Cinco años después de aquel inolvidable 2 de octubre de 2016 cuando, ni los mismos defensores del NO a los Acuerdos de La Habana, creíamos posible derrotar la aplanadora publicitaria montada por el gobierno Santos a favor de su acuerdo con los narcoterroristas de las FARC, y, menos aún, después del desprestigio al que fuimos sometidos por advertir los peligros a los que quedaríamos abocados de aceptar en las urnas el esperpento habanero, conseguimos rechazarlos ¡ganamos el plebiscito!
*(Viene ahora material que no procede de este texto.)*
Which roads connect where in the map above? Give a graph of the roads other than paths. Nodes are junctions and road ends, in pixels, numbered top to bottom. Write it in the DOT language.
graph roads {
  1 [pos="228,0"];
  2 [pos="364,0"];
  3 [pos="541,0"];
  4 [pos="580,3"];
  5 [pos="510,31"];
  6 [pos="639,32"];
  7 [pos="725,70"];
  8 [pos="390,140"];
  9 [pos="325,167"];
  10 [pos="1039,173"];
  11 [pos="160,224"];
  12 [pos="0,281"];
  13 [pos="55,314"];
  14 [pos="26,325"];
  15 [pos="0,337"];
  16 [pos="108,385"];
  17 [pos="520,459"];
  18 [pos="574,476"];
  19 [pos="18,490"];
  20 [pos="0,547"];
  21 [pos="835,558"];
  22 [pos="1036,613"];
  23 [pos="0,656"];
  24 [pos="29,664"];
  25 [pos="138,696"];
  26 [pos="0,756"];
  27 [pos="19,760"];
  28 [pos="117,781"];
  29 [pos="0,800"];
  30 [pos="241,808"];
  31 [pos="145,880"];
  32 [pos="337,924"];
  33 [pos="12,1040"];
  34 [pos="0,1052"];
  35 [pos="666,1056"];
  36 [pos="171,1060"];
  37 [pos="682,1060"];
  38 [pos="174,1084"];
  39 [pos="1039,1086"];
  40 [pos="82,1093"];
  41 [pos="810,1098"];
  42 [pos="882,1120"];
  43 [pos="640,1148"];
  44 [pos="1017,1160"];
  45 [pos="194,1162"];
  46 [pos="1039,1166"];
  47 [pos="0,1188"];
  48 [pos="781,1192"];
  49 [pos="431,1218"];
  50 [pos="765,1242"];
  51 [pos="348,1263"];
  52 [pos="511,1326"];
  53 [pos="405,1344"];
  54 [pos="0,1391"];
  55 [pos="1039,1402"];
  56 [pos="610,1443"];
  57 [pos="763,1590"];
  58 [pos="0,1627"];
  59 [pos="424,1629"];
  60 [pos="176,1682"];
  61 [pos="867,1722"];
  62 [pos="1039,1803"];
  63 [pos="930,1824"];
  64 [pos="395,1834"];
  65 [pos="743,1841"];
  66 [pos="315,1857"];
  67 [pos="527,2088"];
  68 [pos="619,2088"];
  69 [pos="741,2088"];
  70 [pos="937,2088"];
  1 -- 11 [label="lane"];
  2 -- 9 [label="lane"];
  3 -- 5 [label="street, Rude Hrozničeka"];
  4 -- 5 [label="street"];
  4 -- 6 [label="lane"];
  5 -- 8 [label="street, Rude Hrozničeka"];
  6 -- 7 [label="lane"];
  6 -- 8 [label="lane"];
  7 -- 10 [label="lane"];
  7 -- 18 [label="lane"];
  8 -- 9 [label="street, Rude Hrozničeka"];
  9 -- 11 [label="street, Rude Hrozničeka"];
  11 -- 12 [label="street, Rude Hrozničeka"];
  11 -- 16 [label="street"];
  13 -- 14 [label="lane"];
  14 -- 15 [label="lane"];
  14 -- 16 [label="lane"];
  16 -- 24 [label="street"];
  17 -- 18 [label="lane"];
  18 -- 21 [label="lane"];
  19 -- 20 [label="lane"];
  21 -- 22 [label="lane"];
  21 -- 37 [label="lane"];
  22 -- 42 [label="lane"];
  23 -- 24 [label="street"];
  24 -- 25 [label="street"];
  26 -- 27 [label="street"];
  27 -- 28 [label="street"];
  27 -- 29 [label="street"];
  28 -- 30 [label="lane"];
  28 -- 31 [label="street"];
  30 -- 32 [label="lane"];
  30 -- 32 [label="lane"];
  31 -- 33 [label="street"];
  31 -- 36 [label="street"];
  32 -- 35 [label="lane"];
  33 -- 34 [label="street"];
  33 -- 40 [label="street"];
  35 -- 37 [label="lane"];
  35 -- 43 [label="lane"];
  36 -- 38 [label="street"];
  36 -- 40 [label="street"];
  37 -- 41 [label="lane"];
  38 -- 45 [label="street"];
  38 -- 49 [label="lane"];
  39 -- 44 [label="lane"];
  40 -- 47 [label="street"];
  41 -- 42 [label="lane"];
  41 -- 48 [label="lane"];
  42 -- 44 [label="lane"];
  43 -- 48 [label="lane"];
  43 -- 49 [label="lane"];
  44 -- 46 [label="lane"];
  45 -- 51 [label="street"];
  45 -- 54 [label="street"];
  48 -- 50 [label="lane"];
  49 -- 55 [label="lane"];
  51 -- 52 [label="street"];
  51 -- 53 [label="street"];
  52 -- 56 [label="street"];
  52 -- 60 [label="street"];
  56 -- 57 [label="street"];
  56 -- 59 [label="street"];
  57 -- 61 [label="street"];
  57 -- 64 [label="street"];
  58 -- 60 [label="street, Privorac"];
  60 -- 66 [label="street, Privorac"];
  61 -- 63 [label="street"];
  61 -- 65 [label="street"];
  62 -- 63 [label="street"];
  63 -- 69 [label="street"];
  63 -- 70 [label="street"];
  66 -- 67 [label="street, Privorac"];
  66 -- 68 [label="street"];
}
Sin siquiera saborear el triunfo, anteponiendo los intereses de la patria, se propuso una reforma sustancial para sacar los acuerdos adelante. Aparentemente apabullado por la derrota, el jugador de póquer aceptó incondicionalmente la propuesta. Pero el timador profesional, al amparo del premio Nobel de Paz que milagrosamente salió, cinco días después de su estrepitoso fracaso, de ese sombrero de mago de donde sale casi todo lo suyo, y echando mano de su mejor y más convincente argumento que es “el maldito parné”, se consiguió un maquillado “nuevo viejo acuerdo” que 53 días después fue nuevamente firmado con pompa y ostentación y, en cuestión de un abrir y cerrar de ojos, mediante una proposición en el Congreso de la República y vía “fast track” (vía rápida poco ortodoxa, que en inglés suena más legal), fue todo aprobado.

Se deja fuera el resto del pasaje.